The next highest six-month average temperature in Colorado came during the Dust Bowl era of the 1930s, the data shows.
Colorado State University climatologist Becky Bollinger said Colorado and the rest of the country are unlikely to see an exact repeat of the Dust Bowl because we have been able to manage the land better than in the 1930s. But the extreme temperatures, unusually dry climate and dust storms that swept across Colorado to the Midwest last month have some in common.
“We are currently experiencing climate change,” Bollinger said. “It’s not something that happens in the future. We have it happening now.”
Federal data shows that the average temperature in Colorado reached 53.4 degrees between July and December of 2021, a degree and a half warmer than the same six-month period in 2020.
The next highest six-month average in Colorado came in 1933 at 52.1 degrees, which was only the second time in the state’s record that the average exceeded 52 degrees, the data shows.
Nationally, the six-month average reached 59.77 degrees last year, a full degree higher than the same period in 2020, the data shows. The next closest peak at the national level came in 2015, when the six-month average hit 59.32 degrees. The national July-December average has risen by just over 59 degrees in 1998, 2015, 2016 and last year.

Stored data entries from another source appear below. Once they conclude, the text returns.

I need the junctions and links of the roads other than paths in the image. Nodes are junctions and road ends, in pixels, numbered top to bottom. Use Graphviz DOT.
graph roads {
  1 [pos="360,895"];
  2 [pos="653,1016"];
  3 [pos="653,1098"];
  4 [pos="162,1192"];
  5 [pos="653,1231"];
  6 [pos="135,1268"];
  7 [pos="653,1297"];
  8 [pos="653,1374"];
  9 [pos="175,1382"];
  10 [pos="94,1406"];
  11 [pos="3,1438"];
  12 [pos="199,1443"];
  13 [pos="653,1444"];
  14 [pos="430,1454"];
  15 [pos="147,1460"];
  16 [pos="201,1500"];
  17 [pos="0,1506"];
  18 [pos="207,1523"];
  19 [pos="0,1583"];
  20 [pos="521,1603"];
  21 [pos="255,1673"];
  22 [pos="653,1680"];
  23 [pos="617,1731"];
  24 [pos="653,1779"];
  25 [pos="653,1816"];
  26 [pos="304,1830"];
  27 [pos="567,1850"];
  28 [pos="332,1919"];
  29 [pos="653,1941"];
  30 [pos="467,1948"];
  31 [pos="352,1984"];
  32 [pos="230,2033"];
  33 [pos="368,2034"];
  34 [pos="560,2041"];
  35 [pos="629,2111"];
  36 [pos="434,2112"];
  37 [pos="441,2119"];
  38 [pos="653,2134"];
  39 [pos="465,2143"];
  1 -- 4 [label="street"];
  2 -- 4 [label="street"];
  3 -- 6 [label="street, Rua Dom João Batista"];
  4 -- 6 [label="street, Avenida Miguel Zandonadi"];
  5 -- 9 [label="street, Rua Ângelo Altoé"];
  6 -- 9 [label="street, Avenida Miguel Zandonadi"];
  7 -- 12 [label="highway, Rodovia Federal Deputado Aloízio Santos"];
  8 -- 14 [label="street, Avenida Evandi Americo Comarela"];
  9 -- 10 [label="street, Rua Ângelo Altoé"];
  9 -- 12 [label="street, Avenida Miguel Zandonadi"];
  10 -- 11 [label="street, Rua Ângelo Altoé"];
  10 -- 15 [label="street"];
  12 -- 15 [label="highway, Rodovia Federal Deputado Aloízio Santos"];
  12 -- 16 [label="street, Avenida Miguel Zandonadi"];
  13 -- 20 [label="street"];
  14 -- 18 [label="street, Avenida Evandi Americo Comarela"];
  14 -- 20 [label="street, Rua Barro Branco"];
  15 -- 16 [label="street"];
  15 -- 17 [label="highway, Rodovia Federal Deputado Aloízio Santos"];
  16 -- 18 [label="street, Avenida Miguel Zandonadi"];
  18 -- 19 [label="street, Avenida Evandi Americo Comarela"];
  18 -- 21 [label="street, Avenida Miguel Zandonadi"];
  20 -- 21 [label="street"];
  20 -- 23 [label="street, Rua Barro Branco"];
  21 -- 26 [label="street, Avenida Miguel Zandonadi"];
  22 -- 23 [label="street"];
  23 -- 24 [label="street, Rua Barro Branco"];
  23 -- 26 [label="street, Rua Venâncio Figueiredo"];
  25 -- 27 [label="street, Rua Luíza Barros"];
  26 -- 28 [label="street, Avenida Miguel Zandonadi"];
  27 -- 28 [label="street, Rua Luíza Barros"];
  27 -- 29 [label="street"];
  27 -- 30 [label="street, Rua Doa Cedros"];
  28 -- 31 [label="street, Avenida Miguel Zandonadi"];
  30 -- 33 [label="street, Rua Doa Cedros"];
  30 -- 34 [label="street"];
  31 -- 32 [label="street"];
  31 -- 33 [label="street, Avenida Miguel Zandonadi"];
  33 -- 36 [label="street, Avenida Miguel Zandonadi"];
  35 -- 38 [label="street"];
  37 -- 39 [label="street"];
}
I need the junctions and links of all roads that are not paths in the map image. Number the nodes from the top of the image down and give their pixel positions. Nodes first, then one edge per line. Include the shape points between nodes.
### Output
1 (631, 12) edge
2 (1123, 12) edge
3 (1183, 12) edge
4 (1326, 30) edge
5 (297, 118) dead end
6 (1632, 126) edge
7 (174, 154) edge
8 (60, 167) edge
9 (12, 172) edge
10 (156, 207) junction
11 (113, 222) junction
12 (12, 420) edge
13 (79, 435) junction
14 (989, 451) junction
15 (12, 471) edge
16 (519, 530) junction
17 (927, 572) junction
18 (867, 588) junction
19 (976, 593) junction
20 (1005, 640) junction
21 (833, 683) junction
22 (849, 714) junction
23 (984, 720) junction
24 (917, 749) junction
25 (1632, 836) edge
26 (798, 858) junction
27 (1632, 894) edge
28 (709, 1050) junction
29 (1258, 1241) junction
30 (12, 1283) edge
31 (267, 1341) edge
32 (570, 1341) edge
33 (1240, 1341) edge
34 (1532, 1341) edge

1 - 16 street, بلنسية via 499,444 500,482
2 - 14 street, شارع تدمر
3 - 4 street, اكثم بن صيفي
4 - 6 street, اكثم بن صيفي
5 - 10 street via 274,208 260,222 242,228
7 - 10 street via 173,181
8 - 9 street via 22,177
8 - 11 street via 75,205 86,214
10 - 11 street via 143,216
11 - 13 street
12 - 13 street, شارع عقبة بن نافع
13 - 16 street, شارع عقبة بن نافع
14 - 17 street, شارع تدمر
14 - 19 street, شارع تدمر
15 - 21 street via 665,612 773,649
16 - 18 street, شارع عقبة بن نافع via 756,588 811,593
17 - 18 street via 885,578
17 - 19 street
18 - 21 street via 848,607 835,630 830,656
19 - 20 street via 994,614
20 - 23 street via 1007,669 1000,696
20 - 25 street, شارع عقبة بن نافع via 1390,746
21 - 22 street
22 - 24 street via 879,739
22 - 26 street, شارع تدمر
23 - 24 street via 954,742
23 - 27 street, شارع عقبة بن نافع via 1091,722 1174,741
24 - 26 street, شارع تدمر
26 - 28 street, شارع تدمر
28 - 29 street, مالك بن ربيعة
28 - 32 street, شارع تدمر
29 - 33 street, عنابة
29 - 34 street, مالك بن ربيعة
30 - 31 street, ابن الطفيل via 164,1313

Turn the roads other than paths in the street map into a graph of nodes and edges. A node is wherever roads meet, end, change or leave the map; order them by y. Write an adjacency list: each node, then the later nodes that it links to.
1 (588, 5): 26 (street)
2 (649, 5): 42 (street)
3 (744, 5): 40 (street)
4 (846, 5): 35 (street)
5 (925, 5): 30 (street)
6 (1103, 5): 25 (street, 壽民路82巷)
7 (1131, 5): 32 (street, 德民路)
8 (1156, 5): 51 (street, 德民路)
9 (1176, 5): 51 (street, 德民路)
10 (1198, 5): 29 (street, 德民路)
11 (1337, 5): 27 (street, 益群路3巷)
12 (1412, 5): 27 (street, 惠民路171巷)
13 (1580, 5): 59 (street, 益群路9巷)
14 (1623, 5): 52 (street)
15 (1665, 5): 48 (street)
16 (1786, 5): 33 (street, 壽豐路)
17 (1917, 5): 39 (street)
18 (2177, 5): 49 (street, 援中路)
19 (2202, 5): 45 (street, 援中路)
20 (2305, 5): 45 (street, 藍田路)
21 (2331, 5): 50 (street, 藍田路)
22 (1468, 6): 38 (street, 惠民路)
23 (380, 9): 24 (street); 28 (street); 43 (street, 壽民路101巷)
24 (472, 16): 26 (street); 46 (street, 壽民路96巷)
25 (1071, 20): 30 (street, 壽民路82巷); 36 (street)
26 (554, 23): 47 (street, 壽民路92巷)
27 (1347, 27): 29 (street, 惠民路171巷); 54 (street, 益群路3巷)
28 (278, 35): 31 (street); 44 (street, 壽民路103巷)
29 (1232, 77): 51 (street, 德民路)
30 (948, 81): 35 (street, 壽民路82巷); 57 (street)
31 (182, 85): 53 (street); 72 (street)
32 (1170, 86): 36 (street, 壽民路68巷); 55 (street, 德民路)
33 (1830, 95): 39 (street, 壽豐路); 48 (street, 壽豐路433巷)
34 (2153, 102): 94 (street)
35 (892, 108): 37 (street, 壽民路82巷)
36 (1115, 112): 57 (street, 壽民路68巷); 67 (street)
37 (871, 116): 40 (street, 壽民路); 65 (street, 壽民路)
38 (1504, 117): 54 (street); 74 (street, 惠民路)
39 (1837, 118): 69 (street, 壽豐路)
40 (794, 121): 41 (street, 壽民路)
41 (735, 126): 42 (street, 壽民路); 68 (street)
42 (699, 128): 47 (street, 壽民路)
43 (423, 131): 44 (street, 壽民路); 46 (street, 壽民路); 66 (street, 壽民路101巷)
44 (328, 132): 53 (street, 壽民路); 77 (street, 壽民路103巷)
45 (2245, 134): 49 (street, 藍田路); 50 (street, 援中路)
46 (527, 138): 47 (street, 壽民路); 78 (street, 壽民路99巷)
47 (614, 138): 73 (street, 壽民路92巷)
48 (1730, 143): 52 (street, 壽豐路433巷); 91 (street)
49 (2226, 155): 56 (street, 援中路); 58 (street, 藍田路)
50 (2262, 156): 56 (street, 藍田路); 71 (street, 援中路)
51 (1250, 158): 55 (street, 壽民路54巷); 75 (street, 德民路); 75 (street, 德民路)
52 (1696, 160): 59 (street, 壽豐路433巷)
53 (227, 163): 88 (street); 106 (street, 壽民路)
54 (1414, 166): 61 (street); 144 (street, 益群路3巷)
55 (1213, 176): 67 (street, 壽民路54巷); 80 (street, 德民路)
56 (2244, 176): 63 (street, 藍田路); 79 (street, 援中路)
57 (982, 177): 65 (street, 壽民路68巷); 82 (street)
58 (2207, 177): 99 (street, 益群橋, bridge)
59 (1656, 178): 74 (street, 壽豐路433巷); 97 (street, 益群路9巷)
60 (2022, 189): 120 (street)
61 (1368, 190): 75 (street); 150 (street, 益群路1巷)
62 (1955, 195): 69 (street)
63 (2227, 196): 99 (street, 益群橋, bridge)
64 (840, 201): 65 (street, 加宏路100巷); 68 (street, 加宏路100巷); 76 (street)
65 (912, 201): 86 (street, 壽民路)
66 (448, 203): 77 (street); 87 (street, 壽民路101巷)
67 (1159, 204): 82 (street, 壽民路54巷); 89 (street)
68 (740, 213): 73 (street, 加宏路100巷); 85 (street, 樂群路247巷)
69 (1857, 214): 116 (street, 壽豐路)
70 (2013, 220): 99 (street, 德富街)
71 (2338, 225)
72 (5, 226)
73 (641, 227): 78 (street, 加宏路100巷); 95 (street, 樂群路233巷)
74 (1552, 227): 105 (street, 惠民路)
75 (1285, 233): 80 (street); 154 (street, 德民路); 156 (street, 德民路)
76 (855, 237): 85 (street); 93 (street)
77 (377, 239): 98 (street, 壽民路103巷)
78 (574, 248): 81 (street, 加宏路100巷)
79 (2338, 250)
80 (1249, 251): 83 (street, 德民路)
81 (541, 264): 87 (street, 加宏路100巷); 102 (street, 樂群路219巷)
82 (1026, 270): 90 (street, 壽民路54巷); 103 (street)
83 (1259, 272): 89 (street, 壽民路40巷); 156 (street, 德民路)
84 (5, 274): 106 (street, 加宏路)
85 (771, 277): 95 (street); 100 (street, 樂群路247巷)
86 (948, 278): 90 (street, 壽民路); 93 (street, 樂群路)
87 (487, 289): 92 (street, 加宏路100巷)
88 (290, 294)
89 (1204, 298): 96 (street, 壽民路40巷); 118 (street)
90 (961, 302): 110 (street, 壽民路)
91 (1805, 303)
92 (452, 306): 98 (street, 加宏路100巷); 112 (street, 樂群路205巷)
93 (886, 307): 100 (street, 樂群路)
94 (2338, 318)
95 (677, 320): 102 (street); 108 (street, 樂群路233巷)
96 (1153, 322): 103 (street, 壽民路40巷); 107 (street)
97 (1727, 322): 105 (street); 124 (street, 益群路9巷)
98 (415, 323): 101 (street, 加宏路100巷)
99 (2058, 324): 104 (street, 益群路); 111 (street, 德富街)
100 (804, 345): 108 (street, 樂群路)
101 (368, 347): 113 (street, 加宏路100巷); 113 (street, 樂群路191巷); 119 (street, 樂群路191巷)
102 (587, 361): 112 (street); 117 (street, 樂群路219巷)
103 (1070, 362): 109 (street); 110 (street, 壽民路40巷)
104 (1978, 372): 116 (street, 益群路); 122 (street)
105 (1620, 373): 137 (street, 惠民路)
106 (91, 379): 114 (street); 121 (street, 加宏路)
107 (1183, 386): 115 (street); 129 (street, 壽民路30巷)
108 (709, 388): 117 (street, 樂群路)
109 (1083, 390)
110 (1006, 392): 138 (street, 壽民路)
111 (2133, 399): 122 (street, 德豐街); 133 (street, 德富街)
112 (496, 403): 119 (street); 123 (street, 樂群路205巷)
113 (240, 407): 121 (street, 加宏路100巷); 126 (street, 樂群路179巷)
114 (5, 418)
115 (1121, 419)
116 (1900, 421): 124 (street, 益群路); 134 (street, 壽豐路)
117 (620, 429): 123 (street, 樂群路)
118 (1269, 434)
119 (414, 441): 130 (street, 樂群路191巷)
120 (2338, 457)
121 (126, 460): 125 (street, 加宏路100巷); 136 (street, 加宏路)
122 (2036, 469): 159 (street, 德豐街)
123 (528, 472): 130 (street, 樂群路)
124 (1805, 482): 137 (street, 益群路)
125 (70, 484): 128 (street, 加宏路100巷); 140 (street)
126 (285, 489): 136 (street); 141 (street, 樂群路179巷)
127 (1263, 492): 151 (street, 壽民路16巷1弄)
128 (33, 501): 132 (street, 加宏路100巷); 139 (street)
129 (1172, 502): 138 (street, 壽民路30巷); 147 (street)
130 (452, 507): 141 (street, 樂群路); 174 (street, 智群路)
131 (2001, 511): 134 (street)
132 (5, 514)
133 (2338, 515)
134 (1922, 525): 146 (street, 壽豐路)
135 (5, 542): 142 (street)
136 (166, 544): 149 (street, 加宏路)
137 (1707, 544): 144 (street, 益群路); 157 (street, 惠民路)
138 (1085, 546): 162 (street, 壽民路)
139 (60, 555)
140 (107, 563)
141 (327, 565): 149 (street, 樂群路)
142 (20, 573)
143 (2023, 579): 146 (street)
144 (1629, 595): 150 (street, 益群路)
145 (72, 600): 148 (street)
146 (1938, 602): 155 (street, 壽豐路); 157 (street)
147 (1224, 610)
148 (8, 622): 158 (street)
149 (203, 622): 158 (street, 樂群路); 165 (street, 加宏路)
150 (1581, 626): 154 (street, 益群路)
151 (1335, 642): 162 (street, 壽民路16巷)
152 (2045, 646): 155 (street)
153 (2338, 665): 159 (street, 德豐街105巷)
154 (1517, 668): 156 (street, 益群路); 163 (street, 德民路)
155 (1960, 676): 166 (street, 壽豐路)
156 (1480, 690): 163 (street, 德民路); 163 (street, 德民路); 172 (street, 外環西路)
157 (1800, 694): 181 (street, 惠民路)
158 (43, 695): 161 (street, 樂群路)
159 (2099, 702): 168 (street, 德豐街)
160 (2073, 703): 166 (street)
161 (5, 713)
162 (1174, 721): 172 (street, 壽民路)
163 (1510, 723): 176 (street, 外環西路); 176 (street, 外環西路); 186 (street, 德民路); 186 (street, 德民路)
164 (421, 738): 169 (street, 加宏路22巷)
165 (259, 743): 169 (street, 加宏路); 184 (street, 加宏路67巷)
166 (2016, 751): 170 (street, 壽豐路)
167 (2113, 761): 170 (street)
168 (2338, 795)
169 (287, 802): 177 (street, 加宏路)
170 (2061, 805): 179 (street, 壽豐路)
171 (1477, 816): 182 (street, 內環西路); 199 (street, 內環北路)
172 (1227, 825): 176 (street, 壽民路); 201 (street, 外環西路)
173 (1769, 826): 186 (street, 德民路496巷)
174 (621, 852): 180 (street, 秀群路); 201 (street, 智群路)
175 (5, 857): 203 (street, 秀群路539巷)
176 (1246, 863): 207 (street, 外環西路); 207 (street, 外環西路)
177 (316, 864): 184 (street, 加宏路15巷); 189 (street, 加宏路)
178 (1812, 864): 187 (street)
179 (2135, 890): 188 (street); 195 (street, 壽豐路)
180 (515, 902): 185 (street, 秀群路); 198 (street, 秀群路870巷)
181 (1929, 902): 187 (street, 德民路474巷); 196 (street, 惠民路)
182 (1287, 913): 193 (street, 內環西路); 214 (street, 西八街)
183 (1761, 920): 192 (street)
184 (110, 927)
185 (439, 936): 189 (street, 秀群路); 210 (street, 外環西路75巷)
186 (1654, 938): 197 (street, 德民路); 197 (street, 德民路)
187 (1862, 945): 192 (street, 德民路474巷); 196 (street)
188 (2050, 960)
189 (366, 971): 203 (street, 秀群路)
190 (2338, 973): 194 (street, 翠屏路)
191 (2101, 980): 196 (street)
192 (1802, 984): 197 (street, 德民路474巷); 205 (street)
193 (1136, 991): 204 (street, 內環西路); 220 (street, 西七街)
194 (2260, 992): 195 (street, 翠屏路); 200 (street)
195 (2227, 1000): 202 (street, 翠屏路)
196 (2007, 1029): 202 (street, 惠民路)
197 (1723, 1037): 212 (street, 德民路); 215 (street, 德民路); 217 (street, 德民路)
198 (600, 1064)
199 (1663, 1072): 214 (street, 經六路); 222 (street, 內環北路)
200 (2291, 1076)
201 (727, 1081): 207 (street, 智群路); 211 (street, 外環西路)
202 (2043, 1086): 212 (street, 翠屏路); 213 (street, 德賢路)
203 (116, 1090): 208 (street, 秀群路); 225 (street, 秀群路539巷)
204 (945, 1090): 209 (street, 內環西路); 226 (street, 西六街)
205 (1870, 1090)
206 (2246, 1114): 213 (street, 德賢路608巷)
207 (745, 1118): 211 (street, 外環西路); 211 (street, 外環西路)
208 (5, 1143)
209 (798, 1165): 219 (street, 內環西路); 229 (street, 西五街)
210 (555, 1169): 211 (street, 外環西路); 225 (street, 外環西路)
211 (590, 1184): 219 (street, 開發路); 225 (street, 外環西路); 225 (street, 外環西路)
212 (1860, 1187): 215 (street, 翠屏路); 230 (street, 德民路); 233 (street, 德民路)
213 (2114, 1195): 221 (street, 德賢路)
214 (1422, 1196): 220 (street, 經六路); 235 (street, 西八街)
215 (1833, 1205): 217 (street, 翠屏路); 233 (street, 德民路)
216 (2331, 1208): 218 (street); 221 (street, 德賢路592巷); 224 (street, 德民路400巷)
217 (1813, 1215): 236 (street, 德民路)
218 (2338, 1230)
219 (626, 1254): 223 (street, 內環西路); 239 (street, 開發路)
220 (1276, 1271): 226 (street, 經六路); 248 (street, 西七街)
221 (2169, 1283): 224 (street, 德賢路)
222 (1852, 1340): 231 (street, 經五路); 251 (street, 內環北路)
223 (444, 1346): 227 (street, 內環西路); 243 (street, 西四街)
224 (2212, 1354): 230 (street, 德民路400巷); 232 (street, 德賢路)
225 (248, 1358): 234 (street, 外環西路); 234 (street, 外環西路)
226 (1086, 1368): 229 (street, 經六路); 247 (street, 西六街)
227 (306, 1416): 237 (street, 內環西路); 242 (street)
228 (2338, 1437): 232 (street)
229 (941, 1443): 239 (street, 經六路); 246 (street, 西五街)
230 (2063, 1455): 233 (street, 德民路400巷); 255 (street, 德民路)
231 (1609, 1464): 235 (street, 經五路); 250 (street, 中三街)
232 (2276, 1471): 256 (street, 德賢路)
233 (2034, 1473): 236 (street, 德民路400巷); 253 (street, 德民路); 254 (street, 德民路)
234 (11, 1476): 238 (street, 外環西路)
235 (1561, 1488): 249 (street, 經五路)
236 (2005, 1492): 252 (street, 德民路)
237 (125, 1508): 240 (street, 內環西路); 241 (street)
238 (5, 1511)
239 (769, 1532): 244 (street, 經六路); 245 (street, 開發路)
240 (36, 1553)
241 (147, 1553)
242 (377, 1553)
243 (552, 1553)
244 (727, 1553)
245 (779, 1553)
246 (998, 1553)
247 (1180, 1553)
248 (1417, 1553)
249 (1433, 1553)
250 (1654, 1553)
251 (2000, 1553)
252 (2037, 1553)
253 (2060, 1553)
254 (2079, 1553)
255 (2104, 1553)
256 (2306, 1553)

Bollinger said the average temperature increase in Colorado and across the country may appear relatively modest, but it makes a big difference. Higher temperatures lead to more moisture and water lost to dry soil or evaporation.
Those dry conditions prolong the state’s wildfire season (which many experts now describe as year-round) and increase the amount of fuel that can fuel the fire after it has started.
As an example, Bollinger nodded to the martial fires that raged in Boulder County late last month.
Given the aftermath of that fire and the increased risk caused by climate change, experts told The Denver Post that more work needs to be done in the high plains suburbs to prevent or reduce future fires. In addition, temperatures in parts of western Colorado are rising at nearly twice the rate of average global temperatures, scientists say.
As the hot, dry climate worsens water supply issues, particularly in the Colorado River Basin on the Western Slope, meteorologists are keeping a close eye on snow levels and drought conditions across the state.
Bollinger said that currently, most of the western slope has been recorded above normal snowpack for this time of year. But that trend needs to continue in the spring to recharge dry soil and refill reservoirs.
Bollinger said the recent snowfall in the past meant that drought conditions, analyzed by the National Drought Mitigation Center, could improve in the coming weeks. Nevertheless, less than 5% of the state’s landmass is considered “abnormally dry,” while the remainder is considered “moderate,” “severe” or “extremely” drought.